Take Google Translate. At some level, it’s laughably bad – even if it’s free and does a passable job of translation. Read any translation it does and you’ll groan over the strange choices of words or the tortured grammar. Often a 12-year-old could do better. A drunk 12-year-old could do better. But carping about the quality of the translation misses the point; it’s astonishing that it a program that has no rules of grammar, no knowledge of syntax, no dictionary of vocabulary can translate at all.

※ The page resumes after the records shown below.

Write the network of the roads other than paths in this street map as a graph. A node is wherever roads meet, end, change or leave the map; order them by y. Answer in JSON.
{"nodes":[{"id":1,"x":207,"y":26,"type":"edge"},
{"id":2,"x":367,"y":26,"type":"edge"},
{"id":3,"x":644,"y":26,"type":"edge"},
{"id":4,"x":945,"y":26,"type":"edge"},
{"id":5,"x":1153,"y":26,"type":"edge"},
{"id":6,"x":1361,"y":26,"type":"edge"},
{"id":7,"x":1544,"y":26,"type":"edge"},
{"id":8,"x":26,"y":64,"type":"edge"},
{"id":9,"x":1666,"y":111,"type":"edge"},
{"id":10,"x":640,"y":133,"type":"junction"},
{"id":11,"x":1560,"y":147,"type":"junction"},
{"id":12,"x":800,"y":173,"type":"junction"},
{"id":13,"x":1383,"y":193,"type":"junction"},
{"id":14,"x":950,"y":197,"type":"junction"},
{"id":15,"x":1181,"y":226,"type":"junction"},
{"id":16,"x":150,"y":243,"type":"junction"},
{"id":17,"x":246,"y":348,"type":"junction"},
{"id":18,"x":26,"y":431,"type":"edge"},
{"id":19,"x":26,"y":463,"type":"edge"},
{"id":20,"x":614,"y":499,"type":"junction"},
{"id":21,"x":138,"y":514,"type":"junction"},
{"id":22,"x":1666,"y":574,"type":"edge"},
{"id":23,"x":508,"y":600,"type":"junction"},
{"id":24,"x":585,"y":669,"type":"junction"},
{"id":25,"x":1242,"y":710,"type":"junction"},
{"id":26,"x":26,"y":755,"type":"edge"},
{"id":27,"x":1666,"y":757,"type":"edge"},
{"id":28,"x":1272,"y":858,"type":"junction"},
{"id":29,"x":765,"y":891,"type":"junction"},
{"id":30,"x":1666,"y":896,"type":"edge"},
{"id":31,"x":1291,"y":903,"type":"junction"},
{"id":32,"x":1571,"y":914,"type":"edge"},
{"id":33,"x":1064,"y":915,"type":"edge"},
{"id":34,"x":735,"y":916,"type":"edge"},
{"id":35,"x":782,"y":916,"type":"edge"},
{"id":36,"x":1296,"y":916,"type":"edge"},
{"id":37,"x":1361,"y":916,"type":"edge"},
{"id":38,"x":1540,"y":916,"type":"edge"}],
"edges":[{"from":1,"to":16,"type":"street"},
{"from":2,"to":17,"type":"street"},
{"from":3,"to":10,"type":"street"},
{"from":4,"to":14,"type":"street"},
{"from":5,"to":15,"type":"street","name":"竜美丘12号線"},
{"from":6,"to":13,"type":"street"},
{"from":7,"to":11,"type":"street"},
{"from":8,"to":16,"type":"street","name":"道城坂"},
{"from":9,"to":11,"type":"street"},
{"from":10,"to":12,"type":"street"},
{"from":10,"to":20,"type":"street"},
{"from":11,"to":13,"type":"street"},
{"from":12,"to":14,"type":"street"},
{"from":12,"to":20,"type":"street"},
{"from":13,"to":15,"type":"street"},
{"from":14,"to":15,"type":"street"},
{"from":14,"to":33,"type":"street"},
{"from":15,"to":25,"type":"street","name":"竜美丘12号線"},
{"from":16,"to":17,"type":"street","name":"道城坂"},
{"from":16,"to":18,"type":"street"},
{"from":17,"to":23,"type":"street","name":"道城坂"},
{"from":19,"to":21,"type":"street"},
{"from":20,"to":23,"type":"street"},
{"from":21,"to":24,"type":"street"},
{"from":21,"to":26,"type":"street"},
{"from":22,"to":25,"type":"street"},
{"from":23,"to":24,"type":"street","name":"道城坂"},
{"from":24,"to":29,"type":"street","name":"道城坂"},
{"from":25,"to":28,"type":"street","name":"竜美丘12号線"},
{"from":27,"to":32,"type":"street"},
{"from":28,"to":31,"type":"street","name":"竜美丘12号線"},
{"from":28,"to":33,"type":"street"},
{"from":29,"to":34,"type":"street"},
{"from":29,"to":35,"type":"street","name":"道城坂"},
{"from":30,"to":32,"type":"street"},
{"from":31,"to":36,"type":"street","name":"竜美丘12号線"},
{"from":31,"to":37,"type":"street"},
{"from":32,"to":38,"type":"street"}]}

That’s because all it really does is take masses of documents translated into different languages – say press releases from the UN in multiple languages – and apply statistical analysis to them, learning from patterns embedded in those documents and applying them to new documents. This approach doesn’t work if all you have to work with is one document, or even just a couple of hundred thousand pages; but feed in millions and then raw computing power can start to make sense of it. And then the more you correct its translations, the more it learns new patterns and improves. It’s an amazing – and somewhat scary – result. (Google’s feat is a bit like the joke about the man whose dog can play chess – when told it’s an astonishing achievement, he downplays it: “Sure, but he loses 4 times out of 5.”)
And so it is with Big Data in general. It’s at an early stage, and what it produces so far is the equivalent of losing 4 games out of 5. But it’s just getting going, and there’s no shortage of inputs. We’re awash in data – government statistics, consumer behavior, building sensors, and tons of free text – that we’re just beginning to be able to process. What will we be able to glean from all of this one day? And what does it mean for journalism?
Potentially lots – on the story front, on the tools front, and perhaps on the business model front as well.
There’s obviously lots of possible stories that can be gleaned if we can get our hands on some of that data and sift through for interesting patterns. As the Economist notes:
Tax authorities are getting better at spotting spongers (for example, by flagging people who claim unemployment pay as well as occupational-injury benefits). Health services are mining clinical data to gauge the cost-effectiveness of drugs. After a detailed study of its clients, the German Federal Labour Agency managed to cut its annual spending by €10 billion ($14 billion) over three years while also reducing the length of time people spent out of work.
Imagine the possibilities in being able to sift through huge troves of information, seeking out outliers and anomalies, as The Wall Street Journal did in its great series on oddities in Medicare claims.
And then if Big Data realizes its potential in statistical analysis, it can drive powerful tools that can, for example, extract much more meaning out of the pages of unstructured information being produced each day. Semantic engines like Open Calais (owned by Thomson Reuters, I should add) already do this, but additional work on statistical analysis of documents promises even more. The FT piece, for example, talks about the challenge of trying to understand free text.
This has been complicated further by the big growth in unstructured data – information, such as text, that is not organised in a way that a computer can easily process. With the volume of user-generated text and video growing rapidly, this has become one of the main focuses of technological development.
Chief among the new tools are natural language processing, which enables a computer to extract meaning from text, and machine learning, the feedback loops through which computers can test their conclusions on large amounts of data in order progressively to refine their results.
Can we make money out of this? McKinsey thinks so. Its report talks about huge potential productivity gains from better understanding what customers want and tuning offerings to those findings. Recommendation engines, for example – the systems that suggest stories you might want to read – depend largely on feedback loops generated by masses of data to be effective. Whether these will make a difference to journalism enterprises is a different issue. But there’s at least some grounds for optimism there.
Not that this is all an unmitigated good. It’s not even clear how good this is; and there are certainly lots of unanswered questions about privacy concerns, or what the limits might be to machine learning and statistical analysis.
Still, there’s much potential here. But whether this future is a year ahead, or five years, or fifty, we should keep working on how to help the process of building and analyzing data along. To repeat a old point of mine – even if we knew a strong semantic engine that could accurately and efficiently parse our stories was coming along in five years, why not help the process along by starting to structure our content now? Why not build the building blocks of a potential new information age? Why cling to the processes developed for a different age and different platform?
Big Data may indeed be big. But we can start small.